◆ **Stored data**:
>>>>
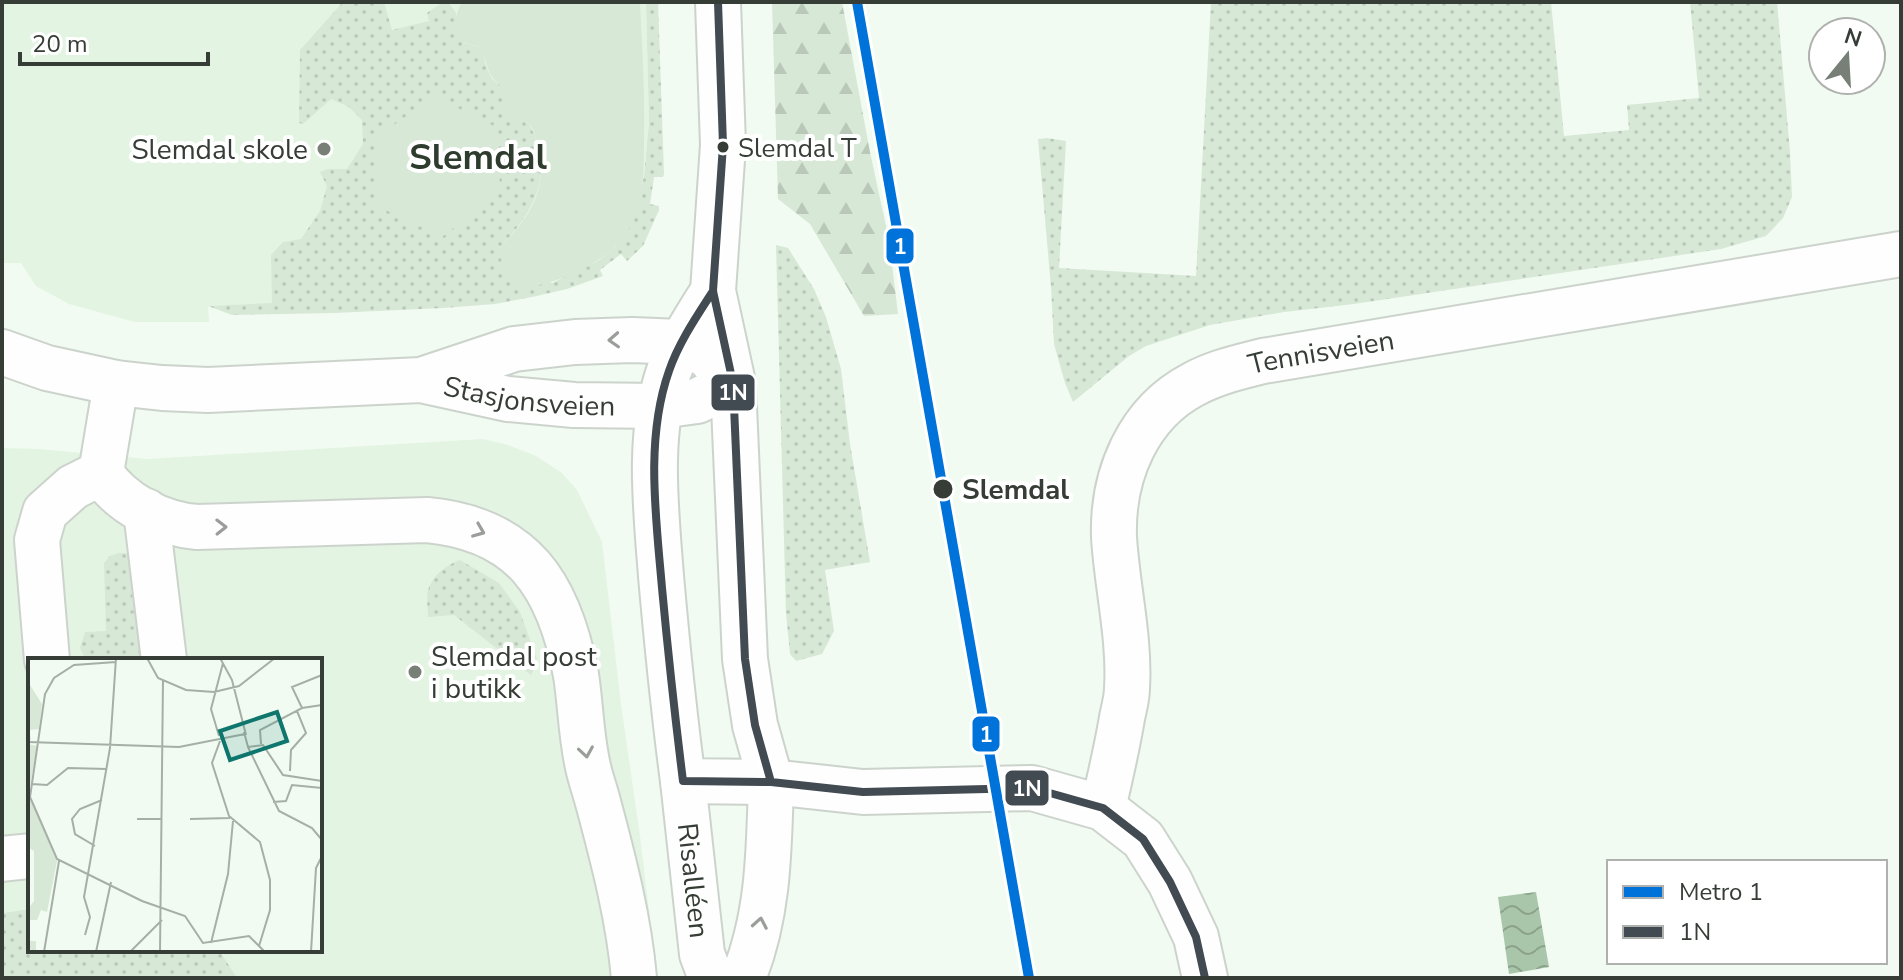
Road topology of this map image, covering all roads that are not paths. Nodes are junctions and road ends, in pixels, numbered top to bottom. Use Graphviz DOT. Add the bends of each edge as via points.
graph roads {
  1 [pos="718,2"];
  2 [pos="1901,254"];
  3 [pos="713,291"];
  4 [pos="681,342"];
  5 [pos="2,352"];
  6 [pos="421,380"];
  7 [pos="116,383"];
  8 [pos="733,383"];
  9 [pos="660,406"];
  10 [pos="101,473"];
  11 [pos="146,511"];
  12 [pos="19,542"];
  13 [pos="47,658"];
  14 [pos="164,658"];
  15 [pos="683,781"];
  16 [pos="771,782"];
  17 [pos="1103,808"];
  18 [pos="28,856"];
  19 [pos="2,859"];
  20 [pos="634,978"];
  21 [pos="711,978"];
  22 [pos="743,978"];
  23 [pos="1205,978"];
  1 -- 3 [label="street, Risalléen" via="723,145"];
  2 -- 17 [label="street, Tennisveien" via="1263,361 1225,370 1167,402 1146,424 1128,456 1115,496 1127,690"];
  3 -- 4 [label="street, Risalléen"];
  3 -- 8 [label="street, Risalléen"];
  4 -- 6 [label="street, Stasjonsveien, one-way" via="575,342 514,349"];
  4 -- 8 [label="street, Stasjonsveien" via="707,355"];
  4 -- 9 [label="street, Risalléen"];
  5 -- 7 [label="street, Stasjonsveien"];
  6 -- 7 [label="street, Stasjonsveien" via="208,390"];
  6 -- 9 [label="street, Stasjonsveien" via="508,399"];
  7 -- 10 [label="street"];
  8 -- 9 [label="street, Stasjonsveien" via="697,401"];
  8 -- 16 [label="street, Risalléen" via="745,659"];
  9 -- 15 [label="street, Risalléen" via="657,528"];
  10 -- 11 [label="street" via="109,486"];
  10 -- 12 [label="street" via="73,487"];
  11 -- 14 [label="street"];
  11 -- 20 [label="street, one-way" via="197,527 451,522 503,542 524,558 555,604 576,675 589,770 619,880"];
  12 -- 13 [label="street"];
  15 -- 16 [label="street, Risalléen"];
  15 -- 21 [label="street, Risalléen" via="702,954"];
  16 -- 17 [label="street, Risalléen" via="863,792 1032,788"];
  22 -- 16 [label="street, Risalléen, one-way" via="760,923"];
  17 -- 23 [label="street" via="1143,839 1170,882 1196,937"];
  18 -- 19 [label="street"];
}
<<<<
◆ **Exercise objective**: With the pictures set aside, copy each line above as written.

◆ **Task solution**:
Road topology of this map image, covering all roads that are not paths. Nodes are junctions and road ends, in pixels, numbered top to bottom. Use Graphviz DOT. Add the bends of each edge as via points.
graph roads {
  1 [pos="718,2"];
  2 [pos="1901,254"];
  3 [pos="713,291"];
  4 [pos="681,342"];
  5 [pos="2,352"];
  6 [pos="421,380"];
  7 [pos="116,383"];
  8 [pos="733,383"];
  9 [pos="660,406"];
  10 [pos="101,473"];
  11 [pos="146,511"];
  12 [pos="19,542"];
  13 [pos="47,658"];
  14 [pos="164,658"];
  15 [pos="683,781"];
  16 [pos="771,782"];
  17 [pos="1103,808"];
  18 [pos="28,856"];
  19 [pos="2,859"];
  20 [pos="634,978"];
  21 [pos="711,978"];
  22 [pos="743,978"];
  23 [pos="1205,978"];
  1 -- 3 [label="street, Risalléen" via="723,145"];
  2 -- 17 [label="street, Tennisveien" via="1263,361 1225,370 1167,402 1146,424 1128,456 1115,496 1127,690"];
  3 -- 4 [label="street, Risalléen"];
  3 -- 8 [label="street, Risalléen"];
  4 -- 6 [label="street, Stasjonsveien, one-way" via="575,342 514,349"];
  4 -- 8 [label="street, Stasjonsveien" via="707,355"];
  4 -- 9 [label="street, Risalléen"];
  5 -- 7 [label="street, Stasjonsveien"];
  6 -- 7 [label="street, Stasjonsveien" via="208,390"];
  6 -- 9 [label="street, Stasjonsveien" via="508,399"];
  7 -- 10 [label="street"];
  8 -- 9 [label="street, Stasjonsveien" via="697,401"];
  8 -- 16 [label="street, Risalléen" via="745,659"];
  9 -- 15 [label="street, Risalléen" via="657,528"];
  10 -- 11 [label="street" via="109,486"];
  10 -- 12 [label="street" via="73,487"];
  11 -- 14 [label="street"];
  11 -- 20 [label="street, one-way" via="197,527 451,522 503,542 524,558 555,604 576,675 589,770 619,880"];
  12 -- 13 [label="street"];
  15 -- 16 [label="street, Risalléen"];
  15 -- 21 [label="street, Risalléen" via="702,954"];
  16 -- 17 [label="street, Risalléen" via="863,792 1032,788"];
  22 -- 16 [label="street, Risalléen, one-way" via="760,923"];
  17 -- 23 [label="street" via="1143,839 1170,882 1196,937"];
  18 -- 19 [label="street"];
}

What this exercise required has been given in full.